__PROBLEM REQUIREMENTS__.
Could you transcribe all of the data word for word?

__THE DATA__.
===============

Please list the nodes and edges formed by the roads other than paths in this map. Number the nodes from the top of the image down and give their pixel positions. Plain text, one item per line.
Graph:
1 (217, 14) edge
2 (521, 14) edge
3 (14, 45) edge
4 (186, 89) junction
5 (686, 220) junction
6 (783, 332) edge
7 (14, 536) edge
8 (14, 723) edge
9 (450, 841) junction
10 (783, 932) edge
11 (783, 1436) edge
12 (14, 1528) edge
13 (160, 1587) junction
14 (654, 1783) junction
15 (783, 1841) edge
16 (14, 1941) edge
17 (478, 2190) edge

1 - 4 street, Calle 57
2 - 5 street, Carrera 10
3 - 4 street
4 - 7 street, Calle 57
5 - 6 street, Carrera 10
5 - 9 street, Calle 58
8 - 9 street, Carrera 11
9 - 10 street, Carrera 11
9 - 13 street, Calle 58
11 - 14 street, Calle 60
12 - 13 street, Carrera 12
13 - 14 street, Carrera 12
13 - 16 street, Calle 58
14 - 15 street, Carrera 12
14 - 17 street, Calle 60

===============

__SOLUTION BELOW__.
Please list the nodes and edges formed by the roads other than paths in this map. Number the nodes from the top of the image down and give their pixel positions. Plain text, one item per line.
Graph:
1 (217, 14) edge
2 (521, 14) edge
3 (14, 45) edge
4 (186, 89) junction
5 (686, 220) junction
6 (783, 332) edge
7 (14, 536) edge
8 (14, 723) edge
9 (450, 841) junction
10 (783, 932) edge
11 (783, 1436) edge
12 (14, 1528) edge
13 (160, 1587) junction
14 (654, 1783) junction
15 (783, 1841) edge
16 (14, 1941) edge
17 (478, 2190) edge

1 - 4 street, Calle 57
2 - 5 street, Carrera 10
3 - 4 street
4 - 7 street, Calle 57
5 - 6 street, Carrera 10
5 - 9 street, Calle 58
8 - 9 street, Carrera 11
9 - 10 street, Carrera 11
9 - 13 street, Calle 58
11 - 14 street, Calle 60
12 - 13 street, Carrera 12
13 - 14 street, Carrera 12
13 - 16 street, Calle 58
14 - 15 street, Carrera 12
14 - 17 street, Calle 60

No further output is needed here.